Rarely a week passes when Tether, the company responsible for issuing the USD-pegged cryptocurrency of the same, isn’t in the news. In the last 24 hours, two separate reports into the status of Tether and its USDT tokens have been published, one examining its legal status and the other exploring its blockchain. Meanwhile, Upbit exchange has reassured its customers that in the event of USDT being withdrawn, it will guarantee all deposits in USD.
Also read: Hong Kong Cracks Down on Securities Tokens – 7 Crypto Exchanges Targeted
Tether Faces a Twin Attack
Nicholas Weaver is a computer security researcher at the International Computer Science Institute in Berkeley. On Thursday, he published a piece in Lawfareblog giving his thoughts on the likelihood of Tether being targeted by U.S. regulators. It was recently revealed that Tether was subpoenaed in December amidst mounting speculation as to the company’s operations. Subpoenas of companies that have a presence on U.S. soil are not unusual, and are not evidence in themselves of an imminent shutdown by financial regulators. But with no official comment from Tether or U.S. regulators, onlookers have been left wondering.
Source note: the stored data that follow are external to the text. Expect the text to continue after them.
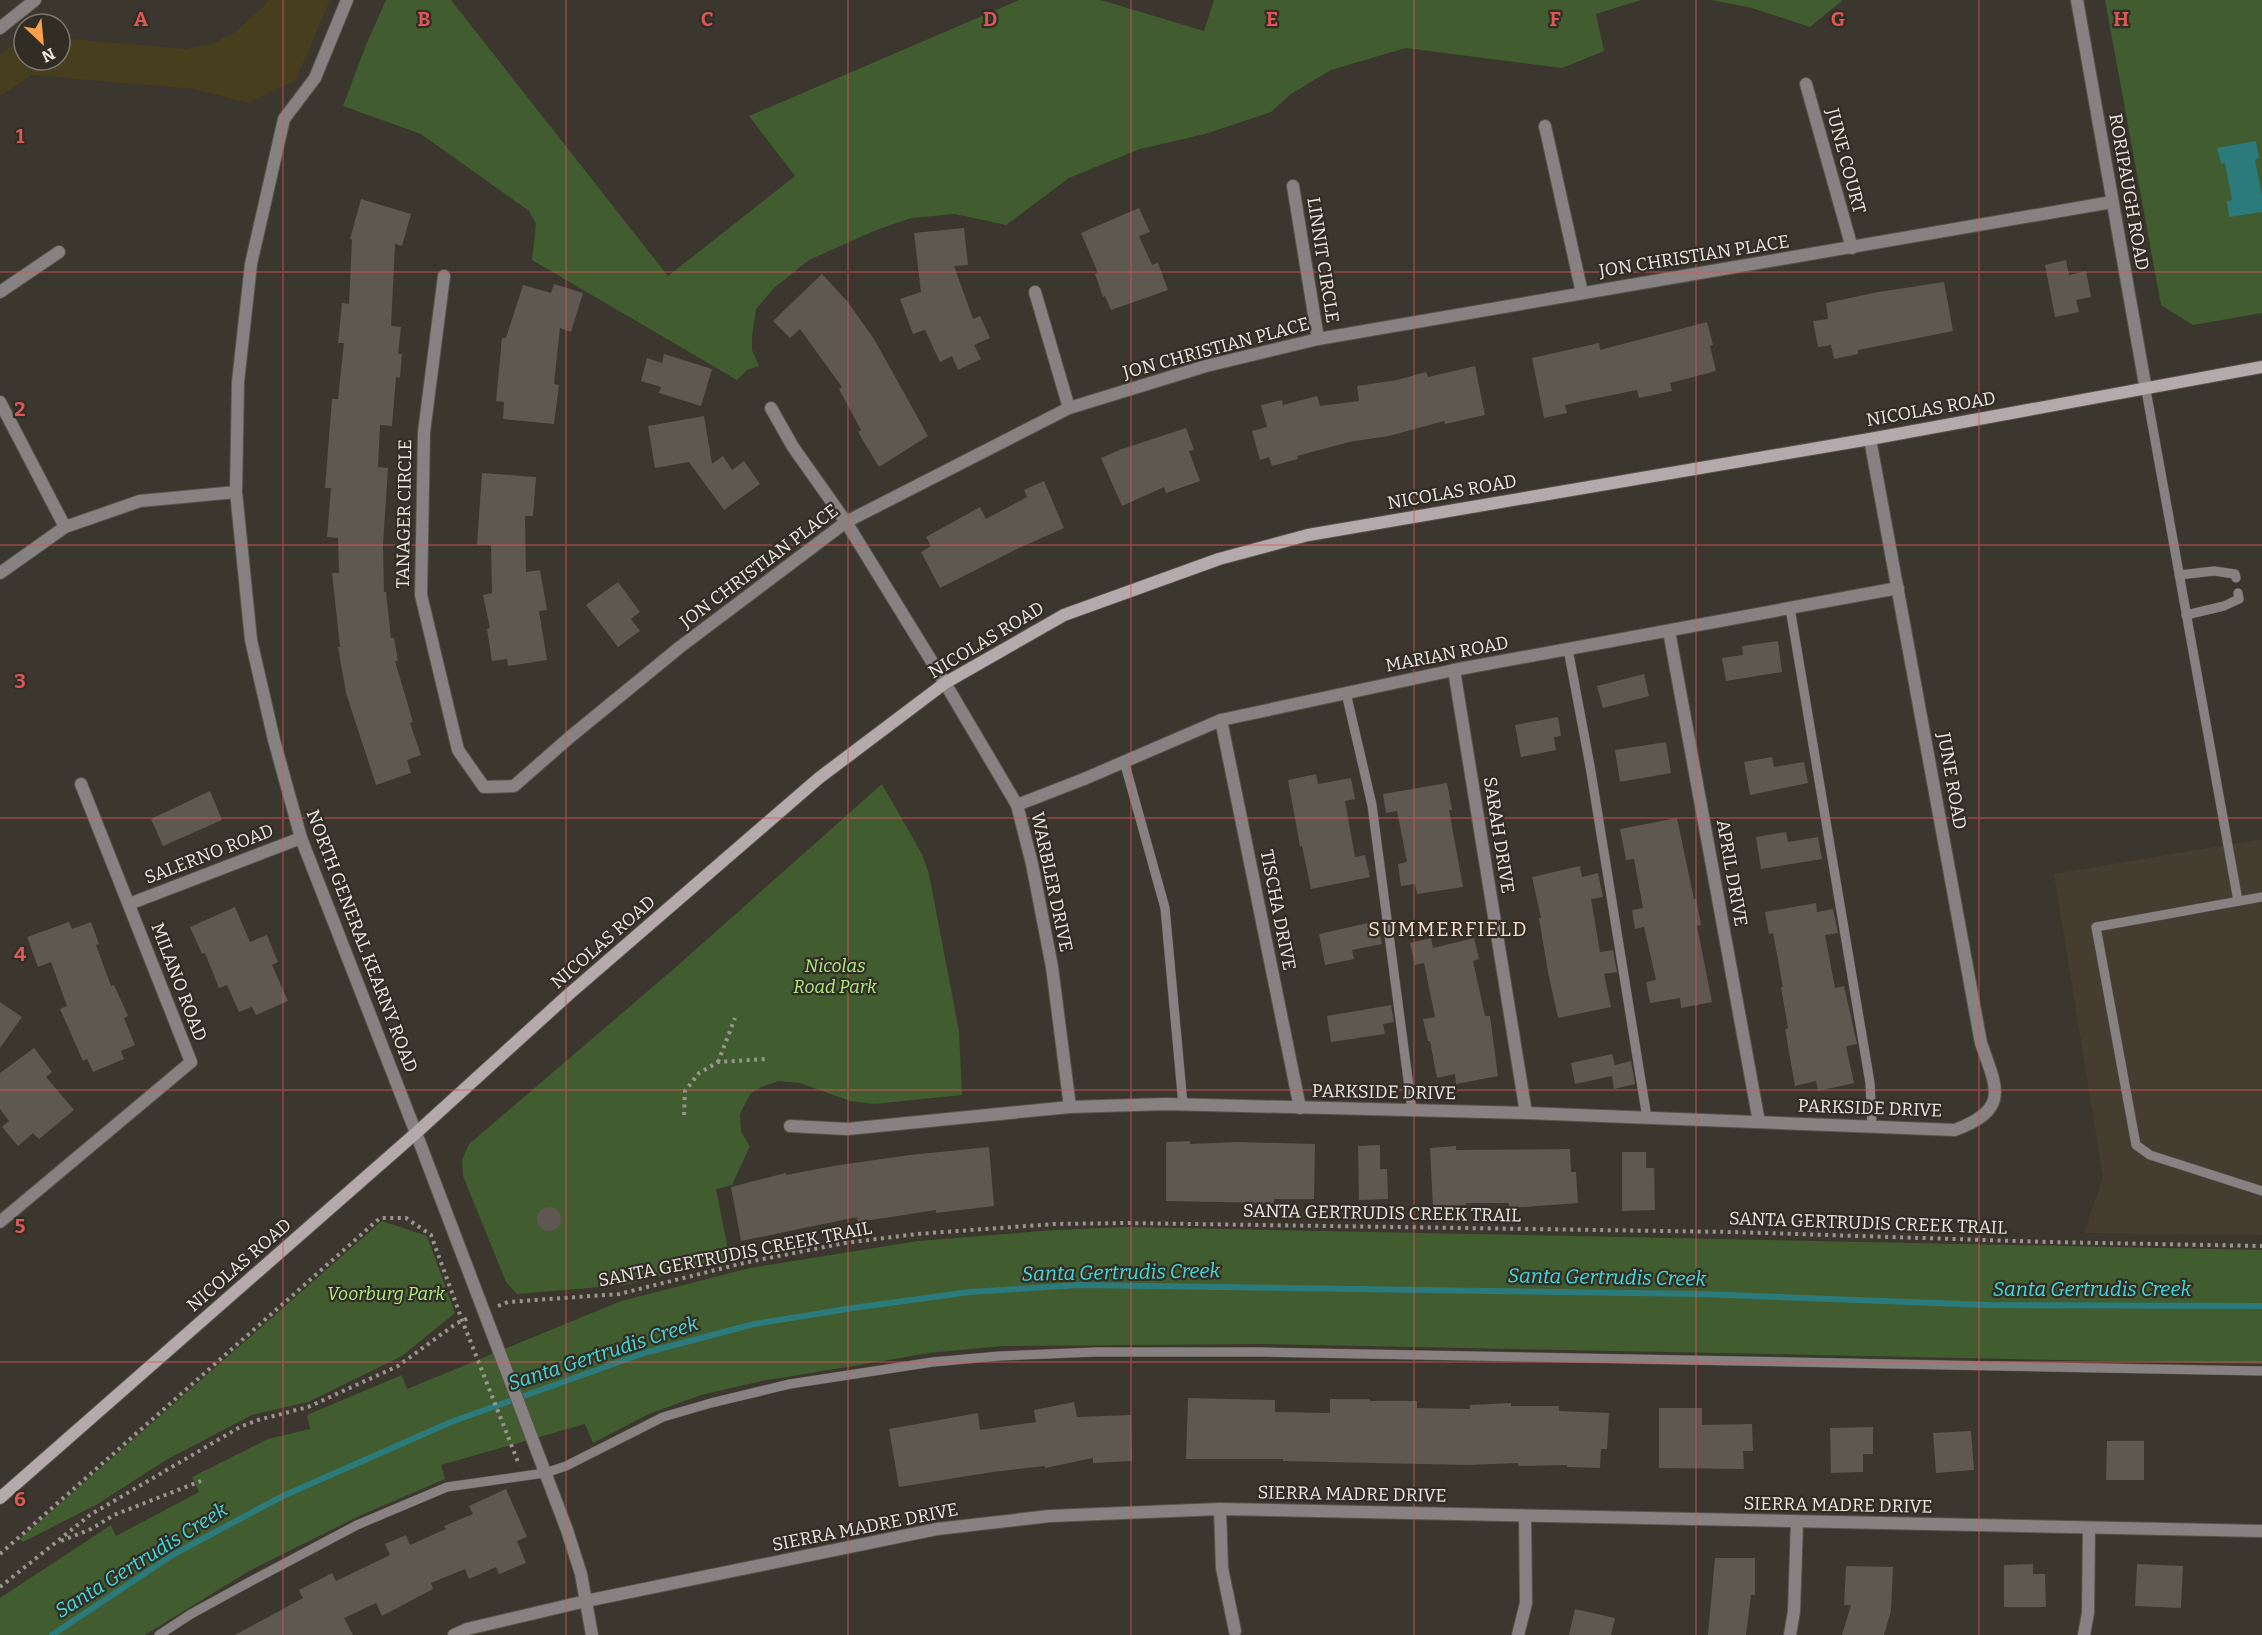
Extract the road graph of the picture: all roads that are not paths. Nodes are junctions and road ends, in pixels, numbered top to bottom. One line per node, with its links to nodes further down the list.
1 (35, 0): 4 (street)
2 (347, 0): 22 (street, NORTH GENERAL KEARNY ROAD)
3 (2077, 0): 8 (street, RORIPAUGH ROAD)
4 (0, 28)
5 (1806, 84): 9 (street, JUNE COURT)
6 (1545, 126): 14 (street)
7 (1293, 186): 15 (street, LINNIT CIRCLE)
8 (2112, 202): 9 (street, JON CHRISTIAN PLACE); 17 (street, RORIPAUGH ROAD)
9 (1851, 248): 14 (street, JON CHRISTIAN PLACE)
10 (59, 252): 12 (street)
11 (444, 276): 38 (street, TANAGER CIRCLE)
12 (0, 292)
13 (1035, 292): 20 (street)
14 (1582, 293): 15 (street, JON CHRISTIAN PLACE)
15 (1318, 339): 20 (street, JON CHRISTIAN PLACE)
16 (2262, 367): 17 (main road, NICOLAS ROAD)
17 (2146, 390): 21 (main road, NICOLAS ROAD); 26 (lane)
18 (0, 402): 24 (street)
19 (771, 408): 23 (street, WARBLER DRIVE)
20 (1069, 408): 23 (street, JON CHRISTIAN PLACE)
21 (1870, 439): 28 (street, JUNE ROAD); 35 (main road, NICOLAS ROAD)
22 (236, 492): 24 (street); 42 (street, NORTH GENERAL KEARNY ROAD)
23 (846, 522): 35 (street, WARBLER DRIVE); 38 (street, JON CHRISTIAN PLACE)
24 (66, 527): 25 (street)
25 (0, 573)
26 (2179, 574): 27 (lane); 31 (lane)
27 (2236, 578)
28 (1898, 588): 30 (street, MARIAN ROAD); 53 (street, JUNE ROAD)
29 (2238, 593): 31 (lane)
30 (1790, 608): 32 (street, MARIAN ROAD); 55 (lane)
31 (2186, 615): 44 (lane)
32 (1669, 630): 33 (street, MARIAN ROAD); 52 (street, APRIL DRIVE)
33 (1568, 649): 34 (street, MARIAN ROAD); 51 (lane)
34 (1454, 670): 36 (street, MARIAN ROAD); 50 (street, SARAH DRIVE)
35 (945, 683): 41 (street, WARBLER DRIVE); 56 (main road, NICOLAS ROAD)
36 (1346, 693): 37 (street, MARIAN ROAD); 49 (lane)
37 (1221, 720): 39 (street, MARIAN ROAD); 48 (street, TISCHA DRIVE)
38 (458, 750)
39 (1124, 761): 41 (street, MARIAN ROAD); 46 (lane)
40 (81, 784): 45 (street, MILANO ROAD)
41 (1017, 805): 47 (street, WARBLER DRIVE)
42 (301, 838): 45 (street, SALERNO ROAD); 56 (street, NORTH GENERAL KEARNY ROAD)
43 (2262, 897): 44 (lane)
44 (2238, 901): 57 (lane)
45 (129, 904): 58 (street, MILANO ROAD)
46 (1183, 1105): 47 (street, PARKSIDE DRIVE); 48 (street, PARKSIDE DRIVE)
47 (1071, 1107): 54 (street, PARKSIDE DRIVE)
48 (1300, 1108): 49 (street, PARKSIDE DRIVE)
49 (1412, 1110): 50 (street, PARKSIDE DRIVE)
50 (1526, 1113): 51 (street, PARKSIDE DRIVE)
51 (1647, 1118): 52 (street, PARKSIDE DRIVE)
52 (1759, 1122): 55 (street, PARKSIDE DRIVE)
53 (1977, 1122): 55 (street, PARKSIDE DRIVE)
54 (790, 1126)
55 (1872, 1126)
56 (416, 1133): 60 (street, NORTH GENERAL KEARNY ROAD); 61 (main road, NICOLAS ROAD)
57 (2262, 1191)
58 (2, 1214)
59 (2262, 1371): 60 (lane)
60 (543, 1468): 67 (street, NORTH GENERAL KEARNY ROAD); 69 (lane)
61 (0, 1498)
62 (1220, 1509): 63 (street, SIERRA MADRE DRIVE); 67 (street, SIERRA MADRE DRIVE); 68 (street)
63 (1526, 1516): 64 (street, SIERRA MADRE DRIVE); 72 (street)
64 (1797, 1522): 65 (street, SIERRA MADRE DRIVE); 73 (street)
65 (2089, 1528): 66 (street, SIERRA MADRE DRIVE); 74 (street)
66 (2262, 1532)
67 (586, 1601): 70 (street, SIERRA MADRE DRIVE); 71 (street, NORTH GENERAL KEARNY ROAD)
68 (1234, 1631)
69 (159, 1635)
70 (454, 1635)
71 (592, 1635)
72 (1518, 1635)
73 (1790, 1635)
74 (2084, 1635)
In the opinion of Nicholas Weaver, “Because of their use in criminal activity, most cryptocurrency exchanges are cut off from the conventional banking system. Those that have access are required to generate IRS reports on transactions of a certain size and report suspicious activities. But substantially more could be done to disrupt unregulated exchanges – and the token Tether should be the government’s next target.”
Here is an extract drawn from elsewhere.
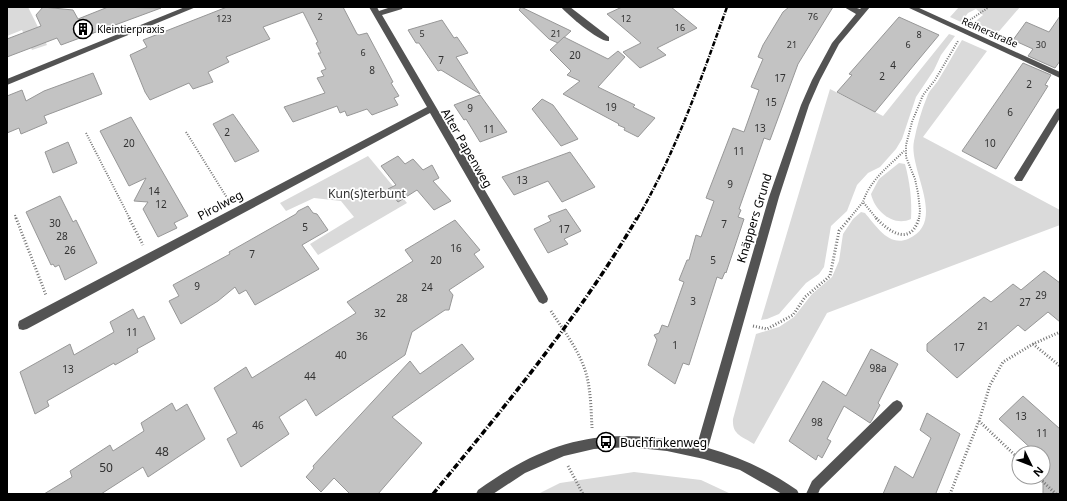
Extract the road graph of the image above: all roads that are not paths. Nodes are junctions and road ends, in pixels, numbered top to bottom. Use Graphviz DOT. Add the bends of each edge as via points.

In particular, U.S. regulators should investigate those behind Tether for possible violations of Patriot Act provisions on money laundering and other financial fraud laws. Prosecution is likely to inhibit criminal scheming and to substantially disrupt the exchanges that rely on Tether to function.
Weaver goes on to write: “Tether appears likely to be a scheme that facilitates money laundering or to be a “wildcat bank,” one that prints banknotes that aren’t actually backed. In both cases the U.S. government can, and should, intervene.” The comparison he draws is with Liberty Reserve, an early experiment with self-issued currency without government approval. It didn’t end well. By the time U.S. officials swooped on the Costa Rica based company, alleging money laundering and providing unlicensed financial services, it had amassed over one million users. Many of them lost everything when the company was shuttered in 2013.
The Loss of Liberty
Liberty Reserve’s achilles heel was that it was centralized, and thus had a single point of failure. When Satoshi Nakamoto created Bitcoin, three years after Liberty launched, he didn’t make the same mistake. Tether, as an organization dependant upon formal banking arrangements of some kind – even if the precise nature of those arrangements is murky – doesn’t have that luxury. It is a sitting duck for U.S. regulators should they decide to come after the company for money laundering – a charge that can be slapped on any financial company, regardless of culpability – or for forgery-related charges on account of ‘impersonating’ the U.S dollar.
Nicholas Weaver continues: “Tether isn’t just theoretically useful for money laundering; its use as a reserve currency for unbanked exchanges shows its value for laundering funds. Tether is used to conduct electronic financial transactions that bypass the oversight inherent in the banking system. Consider also that only one cryptocurrency exchange with banking, Kraken, accepts Tether for trading at all and that the only thing Tethers can be sold for on that exchange is U.S. dollars. On Kraken, one can’t use Tethers to directly buy different cryptocurrencies.”
Exploring the Tether Ledger
In his daming opinion piece on Tether, Weaver also writes that “While Liberty Reserve used a private ledger to track balances, Tether uses a public pseudonymous ledger. This sort of ledger means that intermediary holders are not known to Tether, only to those who redeem Tethers. If anything, such willful ignorance suggests more, not less, criminal culpability.” That ledger came in for added attention on Thursday in a piece published by data researcher Alex Vikati.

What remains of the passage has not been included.